Ferns, who hasn’t driven since the collision, is banned from driving for five years, but has just under 28 months remaining on the prohibition.

The judge convicted Ferns, now 26, of dangerous driving causing death, but she acquitted him of drunk driving causing death.

Ferns consumed three to four alcoholic beverages within a two-hour period before he lost control of his speeding 2004 Mazda 6 on Mount Pleasant Rd., Toronto in the early morning hours of Sept. 5, 2016, resulting in the death of his passenger, Sankeshwar, 28, said Kelly.

Fern’s calculated blood alcohol concentration (BAC) at the time of the crash was between 70 and 130 mg of alcohol in 100 millilitres of blood, Kelly said.

“The evidence regarding Mr. Ferns‘ ability to drive while impaired is frail and insufficient to satisfy me beyond a reasonable doubt that his ability to operate a motor vehicle was impaired by alcohol,” the judge stated.
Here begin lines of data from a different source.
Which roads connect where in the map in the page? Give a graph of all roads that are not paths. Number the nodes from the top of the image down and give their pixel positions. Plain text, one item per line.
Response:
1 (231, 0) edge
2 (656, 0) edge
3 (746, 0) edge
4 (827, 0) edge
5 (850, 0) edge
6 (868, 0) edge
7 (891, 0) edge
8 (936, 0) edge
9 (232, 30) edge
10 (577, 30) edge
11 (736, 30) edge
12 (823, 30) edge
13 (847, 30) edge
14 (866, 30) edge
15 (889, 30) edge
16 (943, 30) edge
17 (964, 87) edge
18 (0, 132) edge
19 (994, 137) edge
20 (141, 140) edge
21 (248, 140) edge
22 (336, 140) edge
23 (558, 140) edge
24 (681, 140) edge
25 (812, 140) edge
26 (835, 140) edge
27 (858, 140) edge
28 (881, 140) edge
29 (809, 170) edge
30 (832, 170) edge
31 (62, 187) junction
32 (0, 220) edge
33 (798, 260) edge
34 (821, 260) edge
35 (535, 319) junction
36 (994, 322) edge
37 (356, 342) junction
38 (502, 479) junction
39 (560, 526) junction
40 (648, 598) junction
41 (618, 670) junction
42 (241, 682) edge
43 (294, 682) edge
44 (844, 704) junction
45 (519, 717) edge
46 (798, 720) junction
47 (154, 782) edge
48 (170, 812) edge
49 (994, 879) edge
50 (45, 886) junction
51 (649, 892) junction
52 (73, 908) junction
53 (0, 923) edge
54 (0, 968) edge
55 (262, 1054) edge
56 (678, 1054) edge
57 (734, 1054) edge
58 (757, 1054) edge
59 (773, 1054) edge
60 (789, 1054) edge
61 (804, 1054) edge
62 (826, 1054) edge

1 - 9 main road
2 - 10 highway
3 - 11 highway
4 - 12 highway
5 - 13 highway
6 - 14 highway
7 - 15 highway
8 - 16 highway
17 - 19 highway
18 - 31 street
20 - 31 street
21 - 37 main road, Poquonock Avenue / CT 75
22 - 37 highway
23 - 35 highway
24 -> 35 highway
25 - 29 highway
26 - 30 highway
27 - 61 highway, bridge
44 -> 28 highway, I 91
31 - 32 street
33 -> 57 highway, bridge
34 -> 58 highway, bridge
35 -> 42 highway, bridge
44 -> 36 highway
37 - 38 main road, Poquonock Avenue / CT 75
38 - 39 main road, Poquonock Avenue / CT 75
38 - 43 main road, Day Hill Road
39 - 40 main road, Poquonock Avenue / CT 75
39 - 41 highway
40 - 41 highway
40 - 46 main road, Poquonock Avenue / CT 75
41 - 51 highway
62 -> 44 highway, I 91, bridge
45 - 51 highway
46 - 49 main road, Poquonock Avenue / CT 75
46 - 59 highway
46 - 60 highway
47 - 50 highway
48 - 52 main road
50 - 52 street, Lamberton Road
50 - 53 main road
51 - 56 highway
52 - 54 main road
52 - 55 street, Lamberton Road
“The smell of alcohol on its own … is not proof that he was impaired at the time of driving.

“Further, bloodshot and glassy eyes as well as droopy eyelids and a red complexion” could result from being involved in a traumatic collision, noted Kelly. “Many of the ‘classic signs of impairment’ are absent here.”

Due to his G2 driver’s licence, Ferns was prohibited from having any alcohol when he got behind the wheel.

His vehicle was headed north near Roxborough Dr. shortly before 2:30 a.m. when it swerved, hit a light standard, rotated and crashed, court heard.

Ferns was driving at least 76 km/h in a 60 km/h zone.

Ferns “has worked hard to become skilled and employed and is a first offender,” said Kelly.